Lund’s ecumenical commemoration inspired local initiatives
LWF and Lund Diocese leaders reflect on joint efforts for peace and reconciliation
(LWI) – Almost five years after the historic commemoration of 500 years of the Reformation in Sweden, there is a growing spirit of ecumenism and commitment among Catholics and Lutherans to work for peace and reconciliation, not only in the host city of the event, Lund, but also in many other places around the world.
Bishop of the Diocese of Lund Johan Tyrberg and a delegation of pastors and deans visited the Communion office of the Lutheran World Federation (LWF) in Geneva on September 22 and discussed initiatives resulting from the 2016 commemoration. During the meeting hosted by LWF General Secretary Pastor Martin Junge, examples from communion work were also shared.
The joint commemoration five years ago paved the way for a new celebration of ecumenism and peace in Lund.
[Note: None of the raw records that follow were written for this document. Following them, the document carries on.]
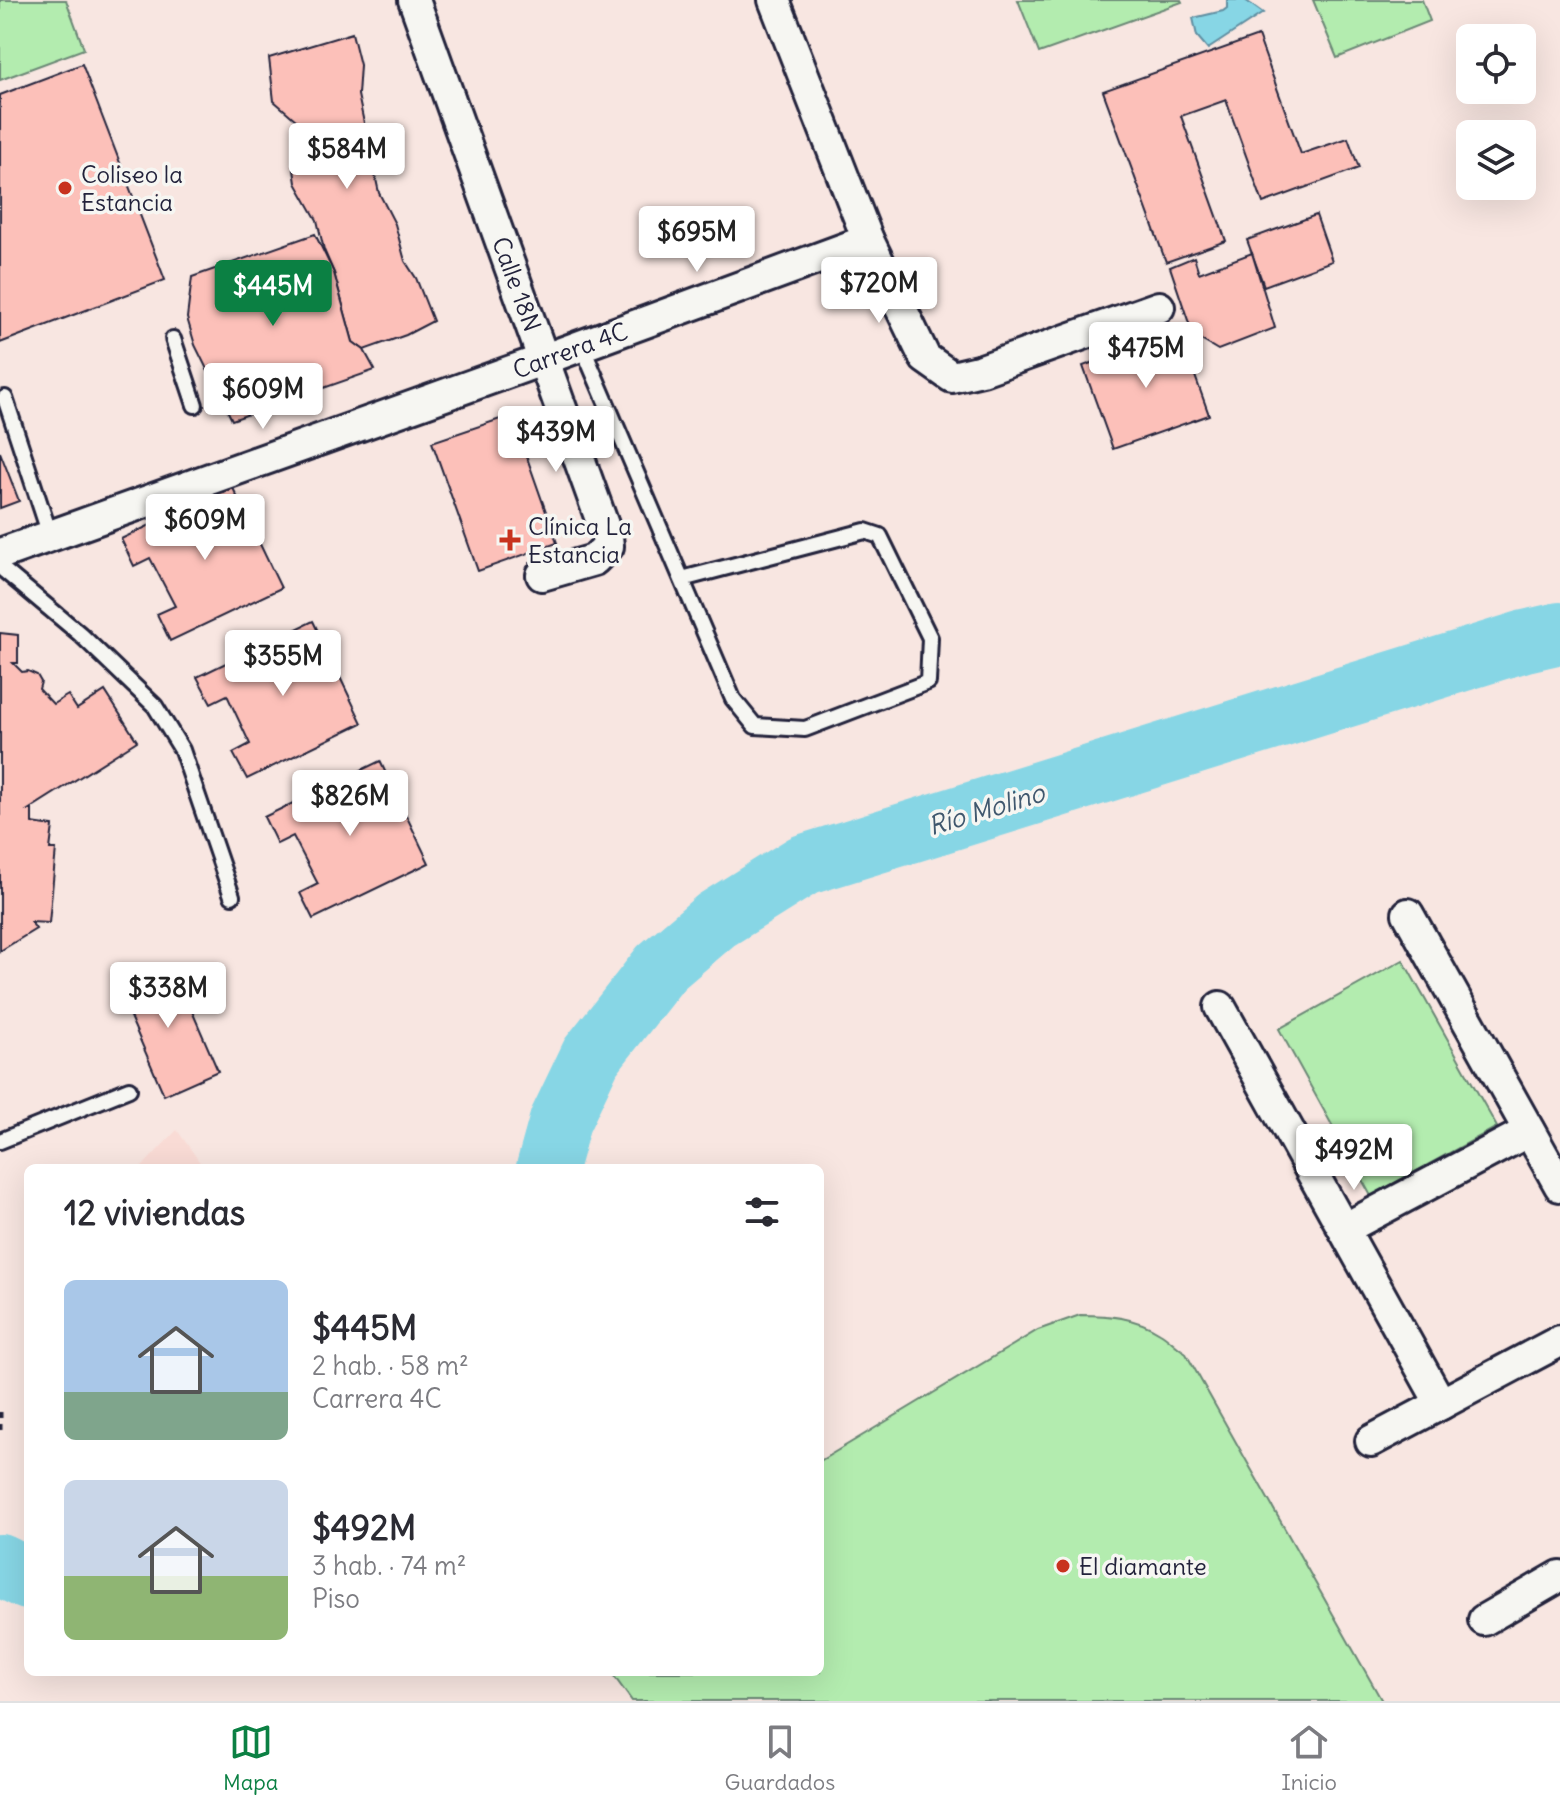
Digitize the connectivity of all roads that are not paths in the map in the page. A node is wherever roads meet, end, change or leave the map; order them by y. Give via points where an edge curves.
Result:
1 (414, 0) edge
2 (774, 0) edge
3 (868, 240) junction
4 (1159, 307) dead end
5 (173, 339) dead end
6 (582, 346) junction
7 (545, 359) junction
8 (5, 398) dead end
9 (195, 405) dead end
10 (50, 535) junction
11 (0, 554) edge
12 (0, 567) edge
13 (542, 575) dead end
14 (682, 579) junction
15 (232, 896) dead end
16 (1408, 914) dead end
17 (1220, 1007) dead end
18 (129, 1089) dead end
19 (1529, 1131) junction
20 (0, 1141) edge
21 (1560, 1186) edge
22 (1344, 1229) junction
23 (1560, 1341) edge
24 (1441, 1404) junction
25 (1371, 1441) dead end
26 (1560, 1576) edge
27 (1484, 1620) dead end

1 - 7 street, Calle 18N
2 - 3 street
3 - 4 street via 925,358 952,377
3 - 6 street, Carrera 4C
5 - 9 lane
6 - 7 street, Carrera 4C
6 - 14 lane
7 - 10 street, Carrera 4C
7 - 13 street, Calle 18N via 608,546 594,560
8 - 10 lane
10 - 11 street, Carrera 4C
12 - 15 lane via 155,706 182,750
14 - 14 lane via 733,699 755,726 805,729 928,682 930,638 880,536 865,531
16 - 19 street
17 - 22 street
18 - 20 lane
19 - 21 street
19 - 22 street
22 - 24 street
23 - 24 street
24 - 25 street
26 - 27 street

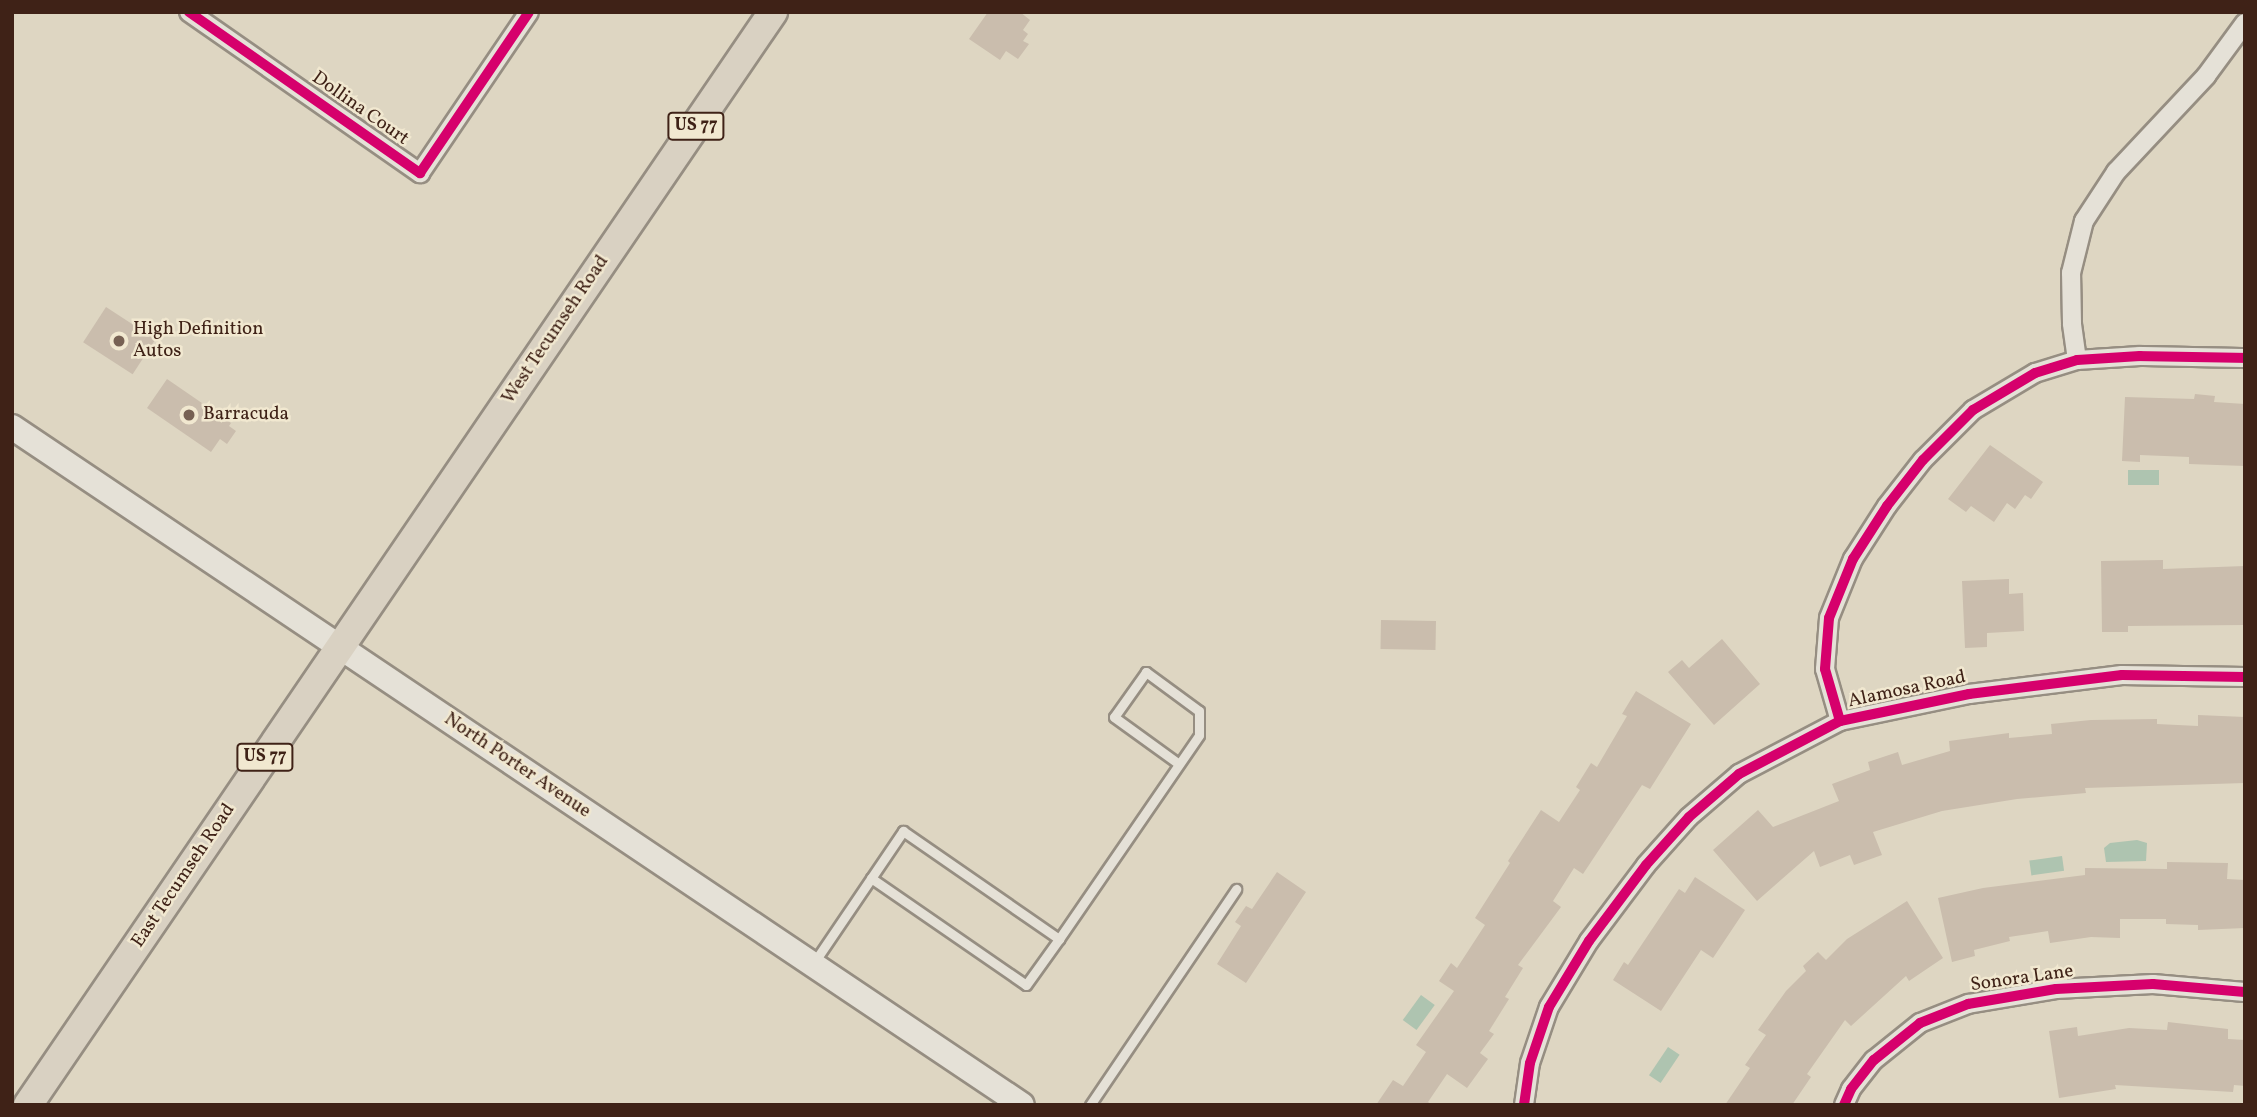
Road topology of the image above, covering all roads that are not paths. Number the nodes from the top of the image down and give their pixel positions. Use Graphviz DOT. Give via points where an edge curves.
graph roads {
  1 [pos="188,12"];
  2 [pos="529,12"];
  3 [pos="773,12"];
  4 [pos="2245,23"];
  5 [pos="2245,358"];
  6 [pos="2077,360"];
  7 [pos="12,427"];
  8 [pos="339,648"];
  9 [pos="2245,677"];
  10 [pos="1840,722"];
  11 [pos="1179,764"];
  12 [pos="871,878"];
  13 [pos="1236,888"];
  14 [pos="1059,939"];
  15 [pos="813,965"];
  16 [pos="2245,992"];
  17 [pos="28,1105"];
  18 [pos="1022,1105"];
  19 [pos="1090,1105"];
  20 [pos="1524,1105"];
  21 [pos="1844,1105"];
  1 -- 2 [label="street, Dollina Court" via="420,173"];
  3 -- 8 [label="main road, West Tecumseh Road / US 77"];
  4 -- 6 [label="street" via="2206,76 2116,172 2084,221 2071,273"];
  5 -- 6 [label="street"];
  6 -- 10 [label="street" via="2035,373 1973,410 1923,460 1887,506 1853,559 1829,618 1825,669"];
  7 -- 8 [label="main road, North Porter Avenue"];
  8 -- 15 [label="main road, North Porter Avenue"];
  8 -- 17 [label="main road, East Tecumseh Road / US 77"];
  9 -- 10 [label="street, Alamosa Road" via="2122,675 1969,694"];
  10 -- 20 [label="street, Alamosa Road" via="1739,774 1689,817 1646,865 1589,941 1549,1007 1530,1063"];
  11 -- 11 [label="lane" via="1199,736 1199,711 1146,672 1114,717"];
  11 -- 14 [label="lane"];
  12 -- 14 [label="lane" via="1026,985"];
  12 -- 14 [label="lane" via="903,831"];
  12 -- 15 [label="lane"];
  13 -- 19 [label="lane"];
  15 -- 18 [label="main road, North Porter Avenue"];
  16 -- 21 [label="street, Sonora Lane" via="2153,984 2056,989 1968,1004 1920,1023 1874,1060"];
}
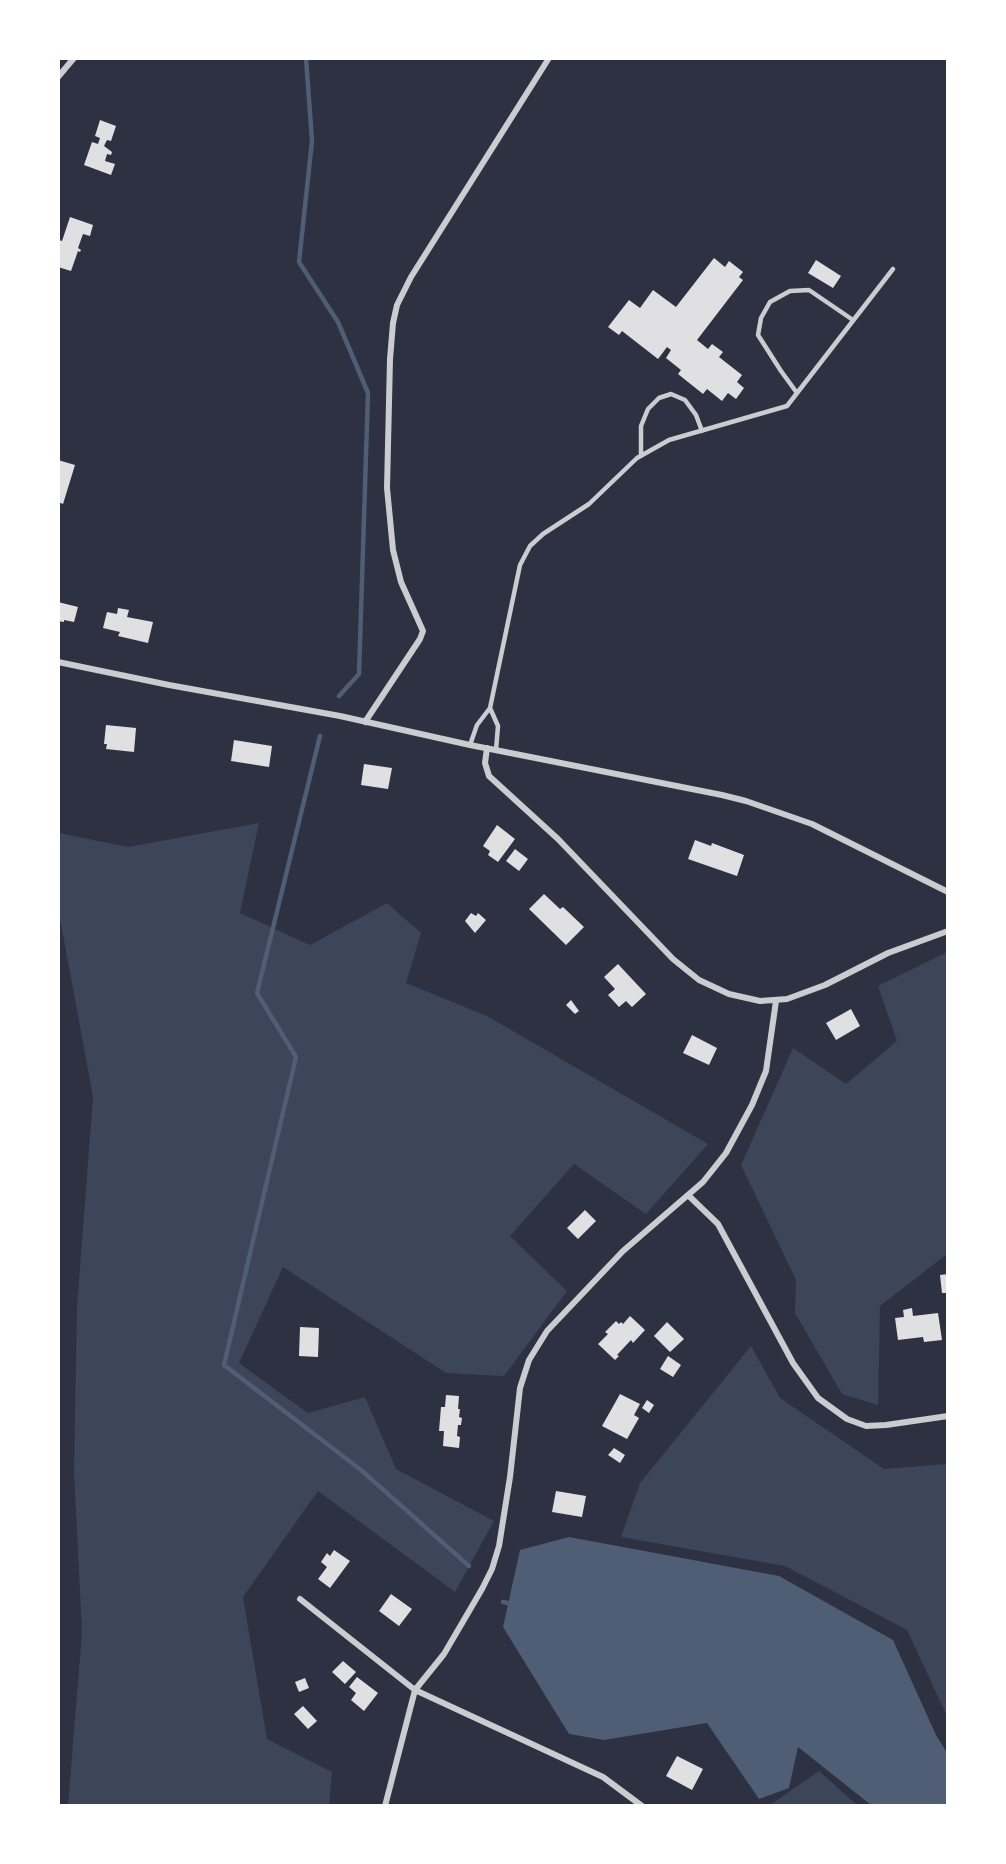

Tyrberg, who has served as Bishop of Lund since 2014, reflected on the importance of joint common prayer co-hosted by then LWF President Bishop Dr Munib A. Younan, General Secretary Junge and Pope Francis in Lund Cathedral on October 31, Reformation Day. He said the joint commemoration five years ago paved the way for a new “celebration of ecumenism and peace in Lund” and collaboration. âIt gave me something new about being a Lutheran, new strength and a new identity as a bishop of the Lutheran Church,â he said, referring to ecumenical vespers and other meetings that Lutherans and Catholics have been organizing since 2016.
âWe need to keep this memory and give it to the next generation of pastors and parishes,â Tyrberg said. He spoke of the potential for ecumenical collaboration in 2022 to celebrate 500 years of Luther’s translation of the Bible.
Commitment to a solid foundation
In his speech, LWF General Secretary Pastor Martin Junge spoke about the founding of the LWF in 1947 in Lund and how the 2016 commemoration reinforced the commitment to continue working for justice, peace and justice. reconciliation. âWe cannot speak of ourselves in splendid isolation. Conflict to fellowship will always take place when we engage with others as we reflect on how to embrace reconciliation as a gift from Christ. “
Referring to the four pillars on which LWF was founded: serving those in need, engaging in common mission initiatives; joint efforts in theology; and ecumenical engagement â Junge spoke of the need to continue dialogue with other Christians and with other religious communities. âComing around the table is one of the traditional marks of the church.
New grassroots initiatives
The joint commemoration helped define LWF’s own ecumenical priorities, providing a basis for dialogues and conversations with other Church bodies in the common goal of Christian unity, said Professor Dr Dirk Lange, Deputy Secretary General for Ecumenical Relations. The Commitments on the ecumenical journey towards ecclesial communion focus on greater interaction between local and global ecumenical initiatives as well as on welcoming and crucial engagement of all in pastoral ecumenism.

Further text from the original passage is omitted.